1Department of Oncology, Beijing Hospital of Traditional Chinese Medicine Affiliated to Capital Medical University, Beijing, China
2Beijing Institute of Traditional Chinese Medicine, Beijing Hospital of Traditional Chinese Medicine Affiliated to Capital Medical University, Beijing, China
3Department of Medical Biochemistry and Microbiology, Uppsala University, 75123 Uppsala, Sweden

Received 1 August 2016; Revised 12 October 2016; Accepted 9 November 2016

Academic Editor: Alaa Amash

Copyright © 2016 Jia-Qi Sun et al. This is an open access article distributed under the Creative Commons Attribution License, which permits unrestricted use, distribution, and reproduction in any medium, provided the original work is properly cited.

Abstract

Although Chinese herbal compounds have long been alternatively applied for cancer treatment in China, their treatment effects have not been sufficiently investigated.

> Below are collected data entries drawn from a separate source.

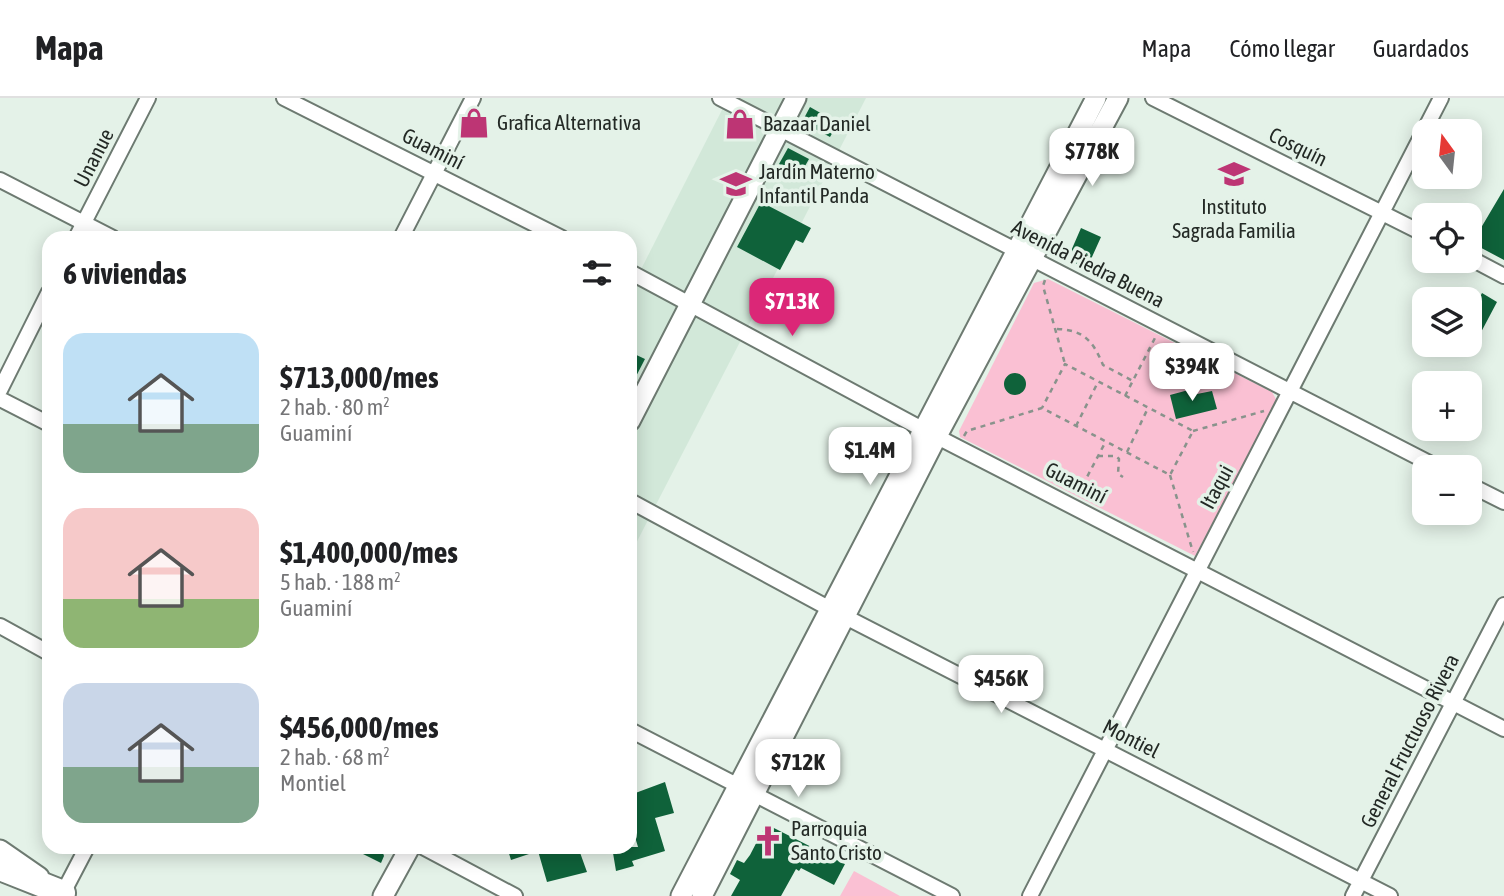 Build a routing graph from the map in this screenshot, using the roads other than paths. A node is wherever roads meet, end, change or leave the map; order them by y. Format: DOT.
graph roads {
  1 [pos="148,98"];
  2 [pos="284,98"];
  3 [pos="473,98"];
  4 [pos="720,98"];
  5 [pos="796,98"];
  6 [pos="1096,98"];
  7 [pos="1118,98"];
  8 [pos="1153,98"];
  9 [pos="1441,98"];
  10 [pos="780,130"];
  11 [pos="435,173"];
  12 [pos="0,180"];
  13 [pos="1383,212"];
  14 [pos="84,223"];
  15 [pos="1412,228"];
  16 [pos="80,231"];
  17 [pos="99,231"];
  18 [pos="405,231"];
  19 [pos="548,231"];
  20 [pos="1032,258"];
  21 [pos="1482,264"];
  22 [pos="637,276"];
  23 [pos="1504,276"];
  24 [pos="692,304"];
  25 [pos="42,306"];
  26 [pos="0,390"];
  27 [pos="1289,398"];
  28 [pos="0,399"];
  29 [pos="637,409"];
  30 [pos="42,420"];
  31 [pos="930,433"];
  32 [pos="1412,455"];
  33 [pos="1482,491"];
  34 [pos="1504,502"];
  35 [pos="637,505"];
  36 [pos="1198,569"];
  37 [pos="1504,605"];
  38 [pos="839,613"];
  39 [pos="0,626"];
  40 [pos="42,649"];
  41 [pos="1454,703"];
  42 [pos="1504,729"];
  43 [pos="637,734"];
  44 [pos="1106,749"];
  45 [pos="746,792"];
  46 [pos="0,849"];
  47 [pos="83,854"];
  48 [pos="406,854"];
  49 [pos="436,854"];
  50 [pos="0,868"];
  51 [pos="1361,881"];
  52 [pos="66,895"];
  53 [pos="383,896"];
  54 [pos="515,896"];
  55 [pos="681,896"];
  56 [pos="702,896"];
  57 [pos="952,896"];
  58 [pos="1030,896"];
  59 [pos="1353,896"];
  60 [pos="1390,896"];
  1 -- 14 [label="street, Unanue"];
  2 -- 11 [label="street, Guaminí"];
  3 -- 11 [label="street"];
  4 -- 10 [label="street, Avenida Piedra Buena"];
  5 -- 10 [label="main road"];
  6 -- 20 [label="main road"];
  7 -- 20 [label="main road"];
  8 -- 13 [label="street, Cosquín"];
  9 -- 13 [label="street, Itaqui"];
  10 -- 20 [label="street, Avenida Piedra Buena"];
  10 -- 24 [label="main road"];
  11 -- 18 [label="street"];
  11 -- 19 [label="street, Guaminí"];
  12 -- 14 [label="street"];
  13 -- 15 [label="street, Cosquín"];
  13 -- 27 [label="street, Itaqui"];
  14 -- 16 [label="street, Unanue"];
  14 -- 17 [label="street"];
  20 -- 27 [label="street, Avenida Piedra Buena"];
  20 -- 31 [label="main road"];
  21 -- 23 [label="street"];
  22 -- 24 [label="street, Guaminí"];
  24 -- 29 [label="main road"];
  24 -- 31 [label="street, Guaminí"];
  25 -- 26 [label="street"];
  27 -- 32 [label="street, Avenida Piedra Buena"];
  27 -- 36 [label="street, Itaqui"];
  28 -- 30 [label="street"];
  31 -- 36 [label="street, Guaminí"];
  31 -- 38 [label="main road"];
  33 -- 34 [label="street"];
  35 -- 38 [label="street, Montiel"];
  36 -- 41 [label="street, Guaminí"];
  36 -- 44 [label="street, Itaqui"];
  37 -- 41 [label="street, General Fructuoso Rivera"];
  38 -- 44 [label="street, Montiel"];
  38 -- 45 [label="main road"];
  39 -- 40 [label="street"];
  41 -- 42 [label="street, Guaminí"];
  41 -- 51 [label="street, General Fructuoso Rivera"];
  43 -- 45 [label="street"];
  44 -- 51 [label="street, Montiel"];
  44 -- 58 [label="street, Itaqui"];
  45 -- 55 [label="main road"];
  45 -- 56 [label="main road"];
  45 -- 57 [label="street"];
  46 -- 52 [label="main road"];
  47 -- 52 [label="street"];
  48 -- 53 [label="main road"];
  49 -- 54 [label="street"];
  50 -- 52 [label="highway"];
  51 -- 59 [label="street, General Fructuoso Rivera"];
  51 -- 60 [label="street, Montiel"];
} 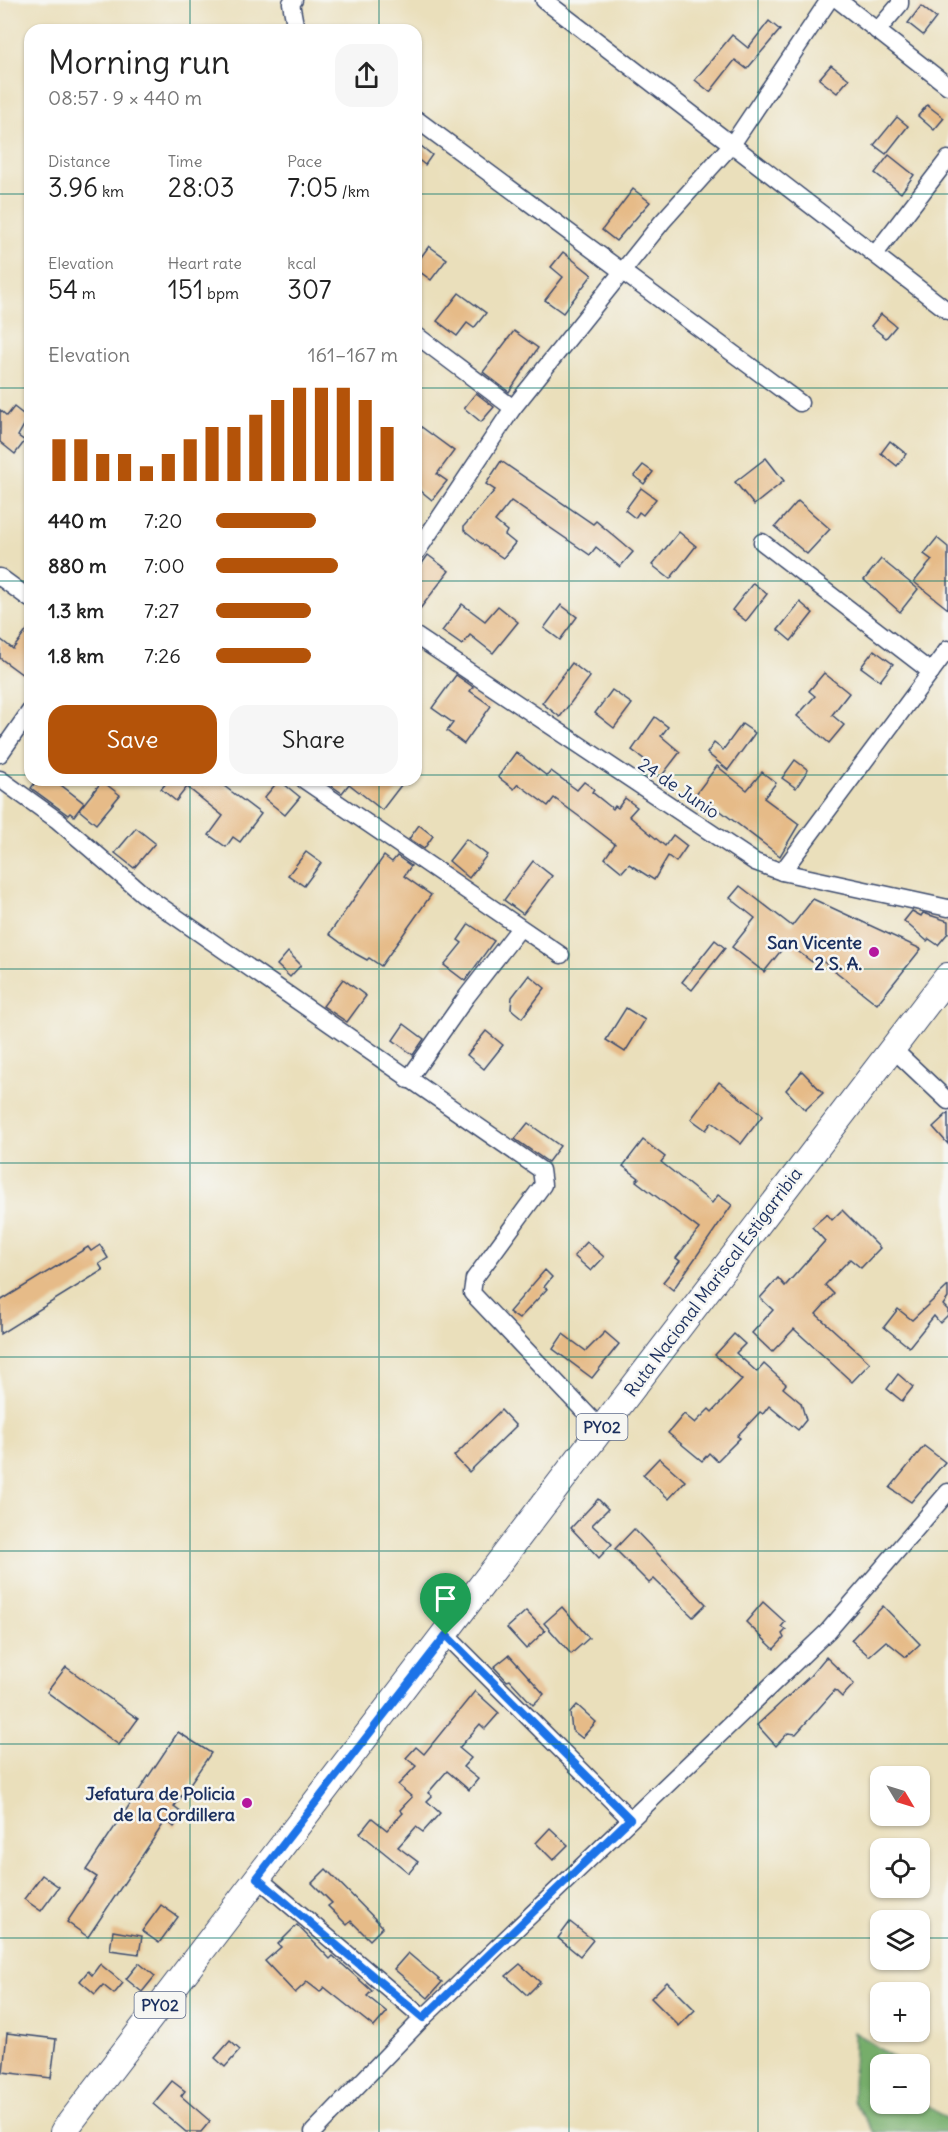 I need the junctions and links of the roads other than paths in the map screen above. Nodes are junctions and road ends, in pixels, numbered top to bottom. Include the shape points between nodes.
1 (294, 0) edge
2 (544, 0) edge
3 (829, 0) edge
4 (838, 0) edge
5 (900, 0) edge
6 (295, 24) edge
7 (878, 31) junction
8 (948, 86) edge
9 (422, 123) edge
10 (732, 145) junction
11 (948, 159) edge
12 (875, 254) junction
13 (621, 271) junction
14 (948, 311) edge
15 (422, 340) edge
16 (800, 403) dead end
17 (513, 408) junction
18 (762, 542) dead end
19 (422, 544) edge
20 (0, 577) edge
21 (24, 595) edge
22 (422, 640) edge
23 (948, 649) edge
24 (931, 672) junction
25 (24, 720) edge
26 (0, 754) edge
27 (0, 779) edge
28 (313, 786) edge
29 (782, 872) junction
30 (948, 908) edge
31 (520, 928) junction
32 (561, 955) dead end
33 (948, 976) edge
34 (892, 1048) junction
35 (408, 1080) junction
36 (948, 1101) edge
37 (601, 1429) junction
38 (948, 1492) edge
39 (446, 1635) junction
40 (630, 1819) junction
41 (257, 1878) junction
42 (423, 2018) junction
43 (63, 2132) edge
44 (313, 2132) edge

1 - 6 street via 291,3
2 - 10 street
3 - 10 street
4 - 7 street
5 - 7 street
7 - 8 street
9 - 13 street
10 - 12 street
10 - 13 street
11 - 12 street
12 - 14 street
13 - 16 street
13 - 17 street
15 - 17 street
17 - 19 street
18 - 24 street
20 - 21 street
22 - 29 street, 24 de Junio via 755,862
23 - 24 street
24 - 29 street
25 - 26 street
27 - 35 street via 57,820 143,894
28 - 31 street
29 - 30 street, 24 de Junio
31 - 32 street
31 - 35 street
33 - 34 main road, Ruta Nacional Mariscal Estigarribia / PY02
34 - 36 street
34 - 37 main road, Ruta Nacional Mariscal Estigarribia / PY02
35 - 37 street via 543,1172 543,1185 474,1278 472,1293
37 - 39 main road, Ruta Nacional Mariscal Estigarribia / PY02
38 - 40 street via 828,1631
39 - 40 street
39 - 41 main road, Ruta Nacional Mariscal Estigarribia / PY02
40 - 42 street
41 - 42 street
41 - 43 main road, Ruta Nacional Mariscal Estigarribia / PY02
42 - 44 street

The Chinese herb Spatholobus suberectus is commonly prescribed to cancer patients. HPLC analysis has shown that the main components of Spatholobus suberectus are flavonoids that can be classified as phytoestrogens, having a structure similar to estrogen. This study was designed to investigate the effects of Spatholobus suberectus column extract (SSCE) on the estrogen receptor-positive (ER+) breast cancer cell line MCF-7 and its possible molecular mechanism. In our study, MTT assay was performed to evaluate cell viability. The results show that SSCE (80, 160, and 320 μg/ml) significantly decreased the viability of MCF-7 cells. SSCE also triggered apoptosis, arrested the cell cycle at the G0/G1 phase, and inhibited cell migration. A dual-luciferase reporter system showed that SSCE suppressed intranuclear p-ER activity; Western blot analysis confirmed the repressed expression of phosphorylated-ER alpha (p-ERα), ERK1/2, p-ERK1/2, AKT, p-AKT, p-mTOR, PI3K, and p-PI3K, indicating that SSCE suppressed the MAPK PI3K/AKT signaling pathway. Collectively, our results suggest that SSCE causes apoptosis, an arrest in the G0/G1 phase, and a decrease in migration in ER+ MCF-7 cells via hypoactivity of the ER and suppression of the MAPK PI3K/AKT pathway.